Saved data entries
□ □ □ □

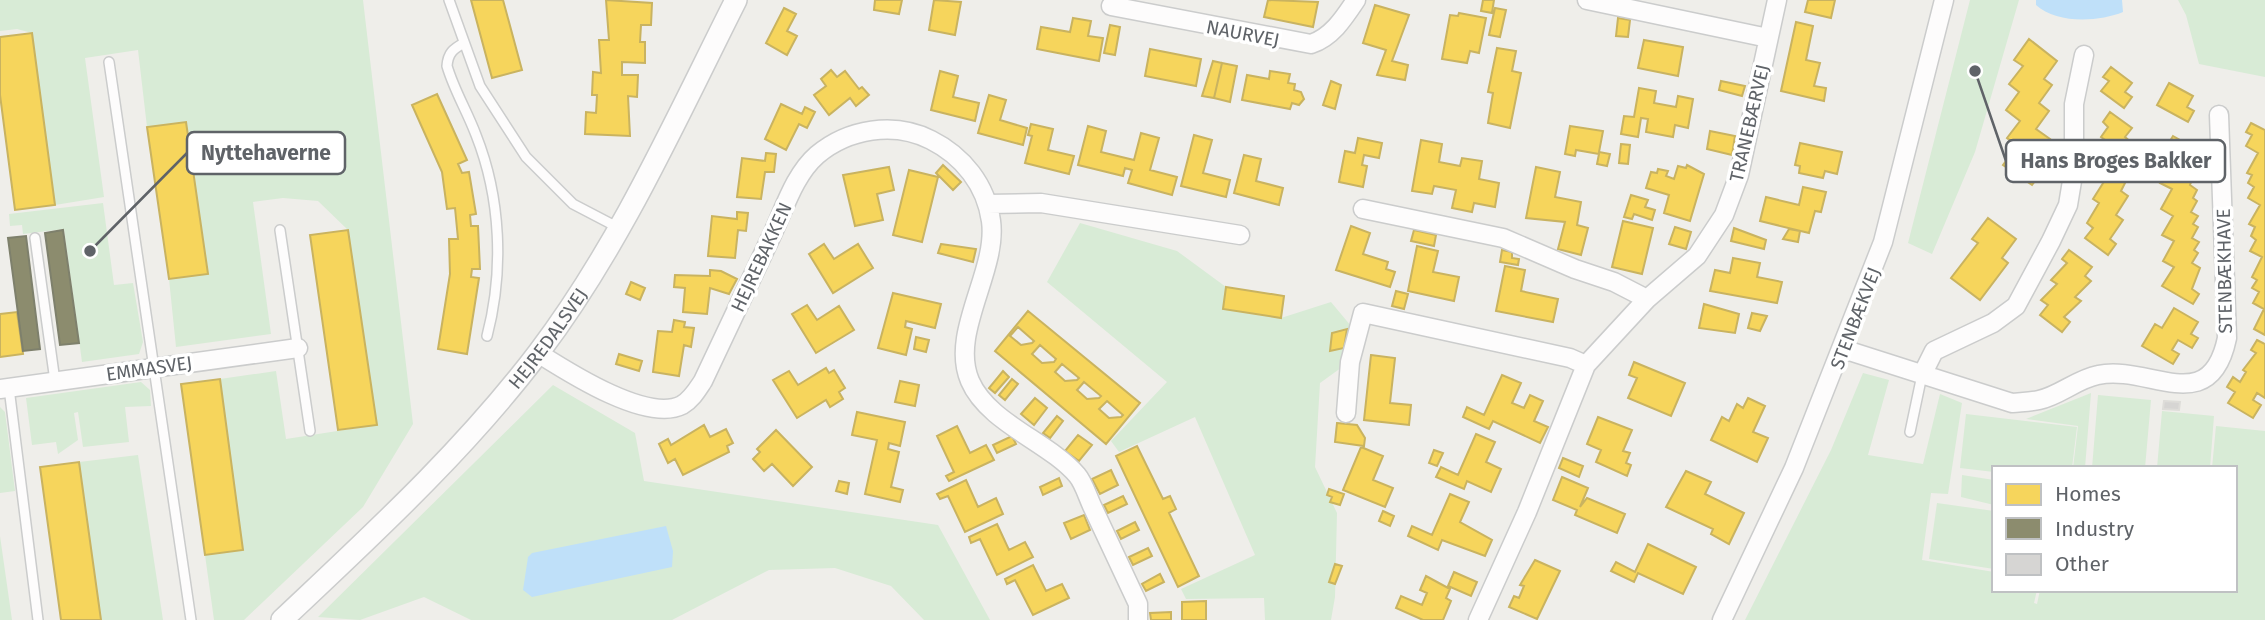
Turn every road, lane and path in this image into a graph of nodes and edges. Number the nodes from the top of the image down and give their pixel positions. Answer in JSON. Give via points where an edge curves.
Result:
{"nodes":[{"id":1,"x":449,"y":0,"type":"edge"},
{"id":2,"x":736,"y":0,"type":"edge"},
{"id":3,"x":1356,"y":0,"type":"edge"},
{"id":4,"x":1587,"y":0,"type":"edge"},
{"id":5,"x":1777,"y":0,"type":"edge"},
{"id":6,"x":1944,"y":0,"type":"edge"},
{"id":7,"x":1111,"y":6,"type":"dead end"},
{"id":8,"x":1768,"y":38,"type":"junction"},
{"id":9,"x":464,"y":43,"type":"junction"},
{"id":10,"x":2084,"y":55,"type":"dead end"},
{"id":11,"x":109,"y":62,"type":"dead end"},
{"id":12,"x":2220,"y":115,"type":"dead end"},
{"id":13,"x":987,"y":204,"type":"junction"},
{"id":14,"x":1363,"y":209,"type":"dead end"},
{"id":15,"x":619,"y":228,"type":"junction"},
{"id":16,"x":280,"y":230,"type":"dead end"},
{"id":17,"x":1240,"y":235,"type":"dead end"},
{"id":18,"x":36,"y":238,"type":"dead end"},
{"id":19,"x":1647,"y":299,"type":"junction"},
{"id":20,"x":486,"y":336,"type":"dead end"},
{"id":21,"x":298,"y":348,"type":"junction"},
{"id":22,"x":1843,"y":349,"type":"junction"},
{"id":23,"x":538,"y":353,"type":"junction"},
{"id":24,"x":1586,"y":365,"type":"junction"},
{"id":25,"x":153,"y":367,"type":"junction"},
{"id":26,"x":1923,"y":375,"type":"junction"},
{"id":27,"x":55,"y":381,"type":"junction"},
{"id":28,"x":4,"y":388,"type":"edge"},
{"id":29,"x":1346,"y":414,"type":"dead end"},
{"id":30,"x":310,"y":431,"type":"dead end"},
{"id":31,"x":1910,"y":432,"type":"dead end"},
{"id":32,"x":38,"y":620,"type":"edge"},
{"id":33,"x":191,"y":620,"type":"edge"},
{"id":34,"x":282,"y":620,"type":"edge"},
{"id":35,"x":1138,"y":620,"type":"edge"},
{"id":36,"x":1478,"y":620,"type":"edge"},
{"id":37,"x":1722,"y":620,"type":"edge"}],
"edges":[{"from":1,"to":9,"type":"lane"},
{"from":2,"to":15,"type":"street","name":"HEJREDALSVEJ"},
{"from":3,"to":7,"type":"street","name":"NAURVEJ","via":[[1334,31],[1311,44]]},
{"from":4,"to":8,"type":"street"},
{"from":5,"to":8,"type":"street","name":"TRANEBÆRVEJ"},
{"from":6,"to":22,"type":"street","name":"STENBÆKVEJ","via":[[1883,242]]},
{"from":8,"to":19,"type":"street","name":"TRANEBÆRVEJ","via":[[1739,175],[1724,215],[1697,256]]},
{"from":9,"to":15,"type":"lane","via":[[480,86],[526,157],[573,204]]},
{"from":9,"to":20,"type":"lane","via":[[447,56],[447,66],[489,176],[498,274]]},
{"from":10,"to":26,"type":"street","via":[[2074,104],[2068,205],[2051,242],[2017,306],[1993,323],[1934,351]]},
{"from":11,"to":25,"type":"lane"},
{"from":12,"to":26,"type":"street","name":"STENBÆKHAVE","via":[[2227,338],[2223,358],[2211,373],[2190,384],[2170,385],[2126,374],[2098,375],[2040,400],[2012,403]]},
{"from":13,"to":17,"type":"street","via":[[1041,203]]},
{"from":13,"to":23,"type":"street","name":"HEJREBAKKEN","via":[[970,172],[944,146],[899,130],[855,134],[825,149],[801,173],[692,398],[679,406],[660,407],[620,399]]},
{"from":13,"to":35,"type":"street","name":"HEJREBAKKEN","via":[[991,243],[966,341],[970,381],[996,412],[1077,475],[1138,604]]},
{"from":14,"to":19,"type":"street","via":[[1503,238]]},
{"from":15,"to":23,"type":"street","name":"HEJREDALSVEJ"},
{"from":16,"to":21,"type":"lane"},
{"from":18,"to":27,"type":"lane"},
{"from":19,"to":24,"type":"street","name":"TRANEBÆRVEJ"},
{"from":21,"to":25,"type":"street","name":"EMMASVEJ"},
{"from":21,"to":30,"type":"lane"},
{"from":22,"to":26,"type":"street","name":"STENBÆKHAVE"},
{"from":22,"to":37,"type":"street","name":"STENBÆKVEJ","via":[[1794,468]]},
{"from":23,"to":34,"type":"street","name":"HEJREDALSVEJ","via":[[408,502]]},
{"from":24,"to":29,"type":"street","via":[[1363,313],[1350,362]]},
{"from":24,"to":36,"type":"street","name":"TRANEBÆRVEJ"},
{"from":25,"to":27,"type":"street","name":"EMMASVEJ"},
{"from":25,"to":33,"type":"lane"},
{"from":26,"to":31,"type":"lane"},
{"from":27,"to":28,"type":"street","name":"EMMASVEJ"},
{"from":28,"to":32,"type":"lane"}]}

□ □ □ □

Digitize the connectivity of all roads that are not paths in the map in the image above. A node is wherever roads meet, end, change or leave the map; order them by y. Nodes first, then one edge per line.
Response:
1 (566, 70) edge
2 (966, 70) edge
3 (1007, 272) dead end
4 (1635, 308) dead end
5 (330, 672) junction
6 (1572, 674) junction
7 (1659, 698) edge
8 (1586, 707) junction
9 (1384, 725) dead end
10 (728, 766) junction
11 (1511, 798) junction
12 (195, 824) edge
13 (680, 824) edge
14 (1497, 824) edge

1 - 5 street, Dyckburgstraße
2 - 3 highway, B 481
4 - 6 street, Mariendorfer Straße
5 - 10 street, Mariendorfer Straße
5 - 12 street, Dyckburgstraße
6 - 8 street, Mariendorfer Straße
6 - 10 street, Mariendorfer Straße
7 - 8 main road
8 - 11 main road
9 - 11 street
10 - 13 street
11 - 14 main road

□ □ □ □

**WHAT THIS TASK INVOLVES:** Show all lines from the entries that hold "image".

**THE COMPLETED TASK:**
Turn every road, lane and path in this image into a graph of nodes and edges. Number the nodes from the top of the image down and give their pixel positions. Answer in JSON. Give via points where an edge curves.
Digitize the connectivity of all roads that are not paths in the map in the image above. A node is wherever roads meet, end, change or leave the map; order them by y. Nodes first, then one edge per line.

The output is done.